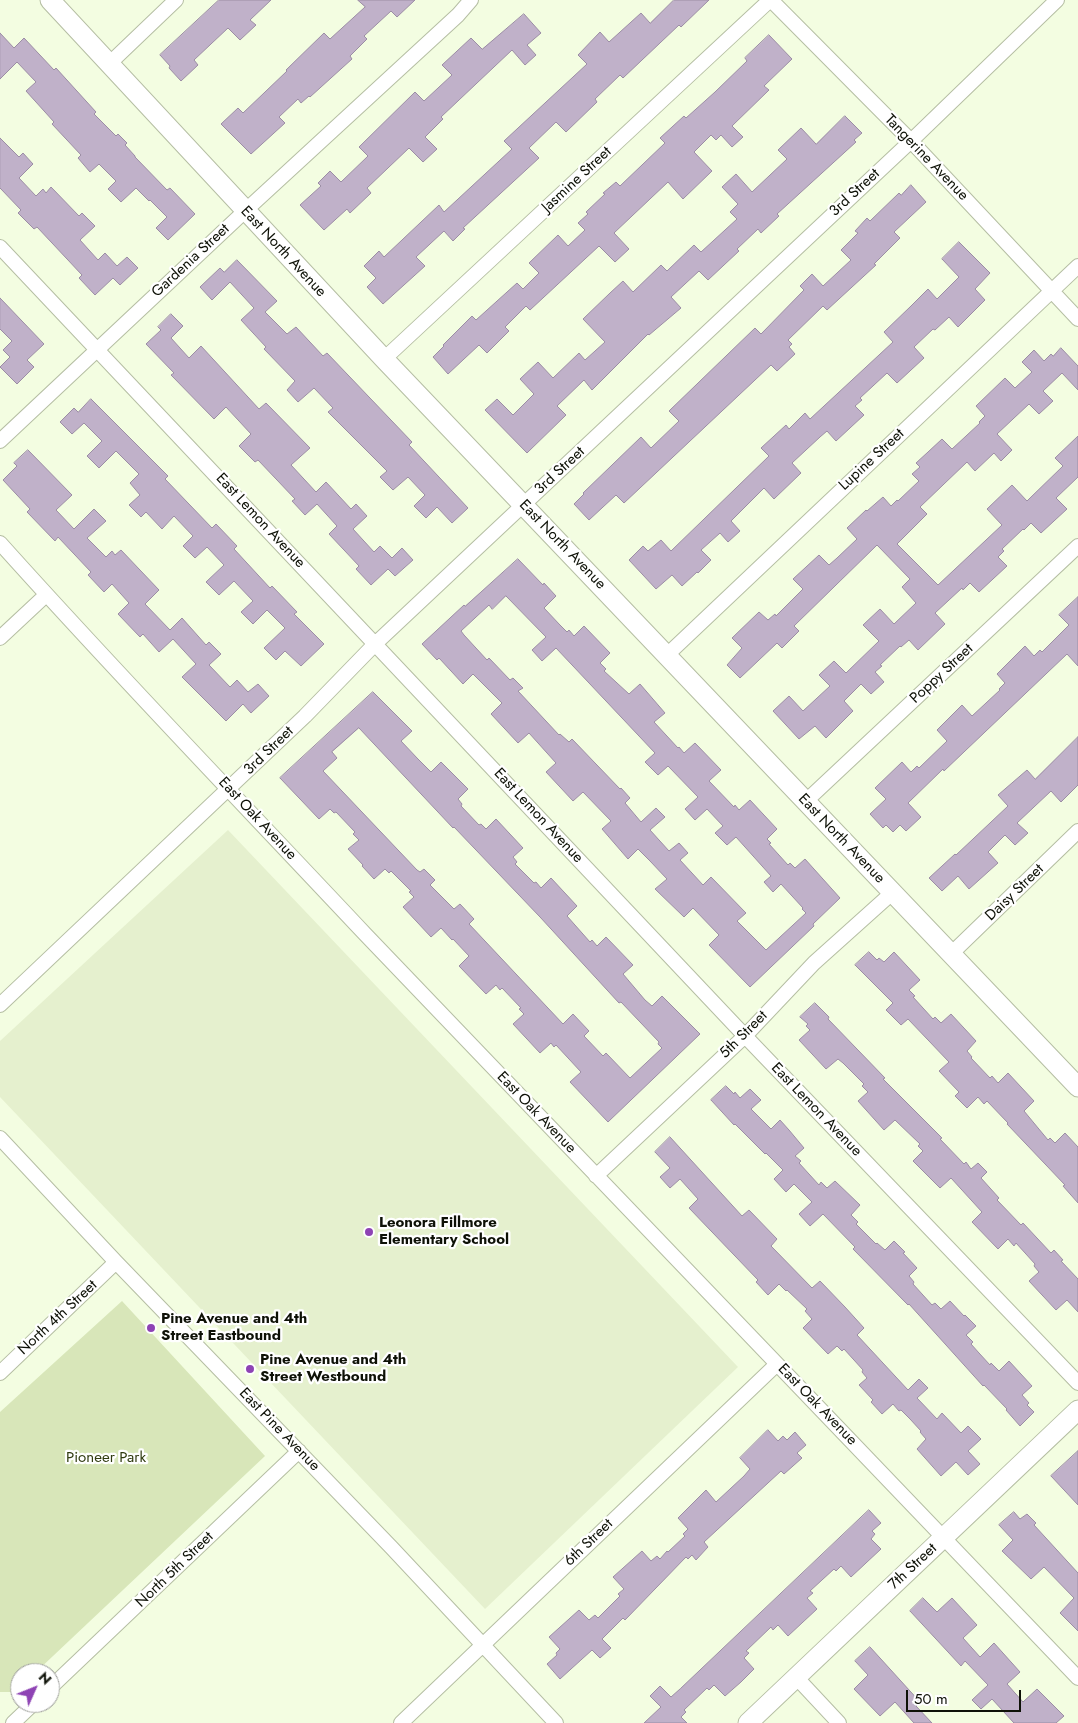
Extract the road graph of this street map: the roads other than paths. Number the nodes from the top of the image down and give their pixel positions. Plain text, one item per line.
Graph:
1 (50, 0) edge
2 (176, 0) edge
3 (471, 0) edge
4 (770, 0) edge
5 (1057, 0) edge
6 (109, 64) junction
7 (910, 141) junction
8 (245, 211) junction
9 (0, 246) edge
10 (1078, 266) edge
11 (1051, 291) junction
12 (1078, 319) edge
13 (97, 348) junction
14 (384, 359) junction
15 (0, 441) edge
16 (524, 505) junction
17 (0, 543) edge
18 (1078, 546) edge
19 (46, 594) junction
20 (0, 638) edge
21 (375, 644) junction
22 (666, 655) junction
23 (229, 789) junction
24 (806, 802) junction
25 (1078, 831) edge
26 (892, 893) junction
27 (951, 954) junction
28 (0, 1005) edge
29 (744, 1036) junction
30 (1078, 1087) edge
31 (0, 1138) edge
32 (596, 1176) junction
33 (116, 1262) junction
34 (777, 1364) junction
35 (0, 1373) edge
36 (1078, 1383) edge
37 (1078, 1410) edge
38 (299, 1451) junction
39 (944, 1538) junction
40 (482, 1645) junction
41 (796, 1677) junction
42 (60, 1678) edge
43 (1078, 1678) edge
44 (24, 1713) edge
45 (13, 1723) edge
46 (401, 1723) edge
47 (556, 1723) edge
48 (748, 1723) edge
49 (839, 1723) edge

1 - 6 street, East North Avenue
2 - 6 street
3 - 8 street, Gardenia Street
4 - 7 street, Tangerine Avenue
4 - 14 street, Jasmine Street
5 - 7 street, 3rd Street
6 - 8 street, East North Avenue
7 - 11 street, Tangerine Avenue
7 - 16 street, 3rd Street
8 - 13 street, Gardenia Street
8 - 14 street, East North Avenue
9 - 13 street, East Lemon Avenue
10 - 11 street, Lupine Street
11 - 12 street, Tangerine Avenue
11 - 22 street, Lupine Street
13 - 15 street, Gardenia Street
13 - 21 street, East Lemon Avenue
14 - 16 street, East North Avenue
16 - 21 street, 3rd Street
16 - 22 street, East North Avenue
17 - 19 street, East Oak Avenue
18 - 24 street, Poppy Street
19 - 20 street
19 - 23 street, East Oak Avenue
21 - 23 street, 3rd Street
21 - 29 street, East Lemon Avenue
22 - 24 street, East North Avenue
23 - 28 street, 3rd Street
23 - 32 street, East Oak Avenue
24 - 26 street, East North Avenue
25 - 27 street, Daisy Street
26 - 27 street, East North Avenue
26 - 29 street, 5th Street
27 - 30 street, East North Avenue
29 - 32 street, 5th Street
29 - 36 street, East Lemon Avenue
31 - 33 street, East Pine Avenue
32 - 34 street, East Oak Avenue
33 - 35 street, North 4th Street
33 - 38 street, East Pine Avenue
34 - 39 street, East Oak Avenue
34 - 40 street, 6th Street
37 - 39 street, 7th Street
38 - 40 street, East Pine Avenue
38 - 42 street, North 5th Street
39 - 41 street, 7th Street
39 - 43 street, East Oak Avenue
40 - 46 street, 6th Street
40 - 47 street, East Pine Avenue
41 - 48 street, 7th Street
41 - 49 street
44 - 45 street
==
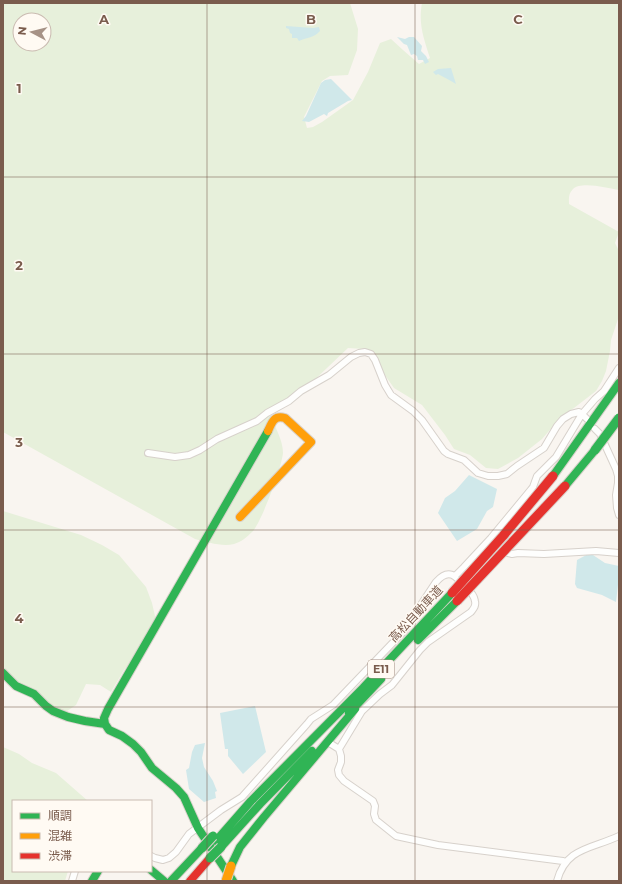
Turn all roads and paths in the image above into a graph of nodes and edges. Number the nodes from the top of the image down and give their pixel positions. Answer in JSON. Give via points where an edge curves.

→ Problem details: Show every line in the records above that contains the word "Number".

→ Task output:
Extract the road graph of this street map: the roads other than paths. Number the nodes from the top of the image down and give their pixel positions. Plain text, one item per line.
Turn all roads and paths in the image above into a graph of nodes and edges. Number the nodes from the top of the image down and give their pixel positions. Answer in JSON. Give via points where an edge curves.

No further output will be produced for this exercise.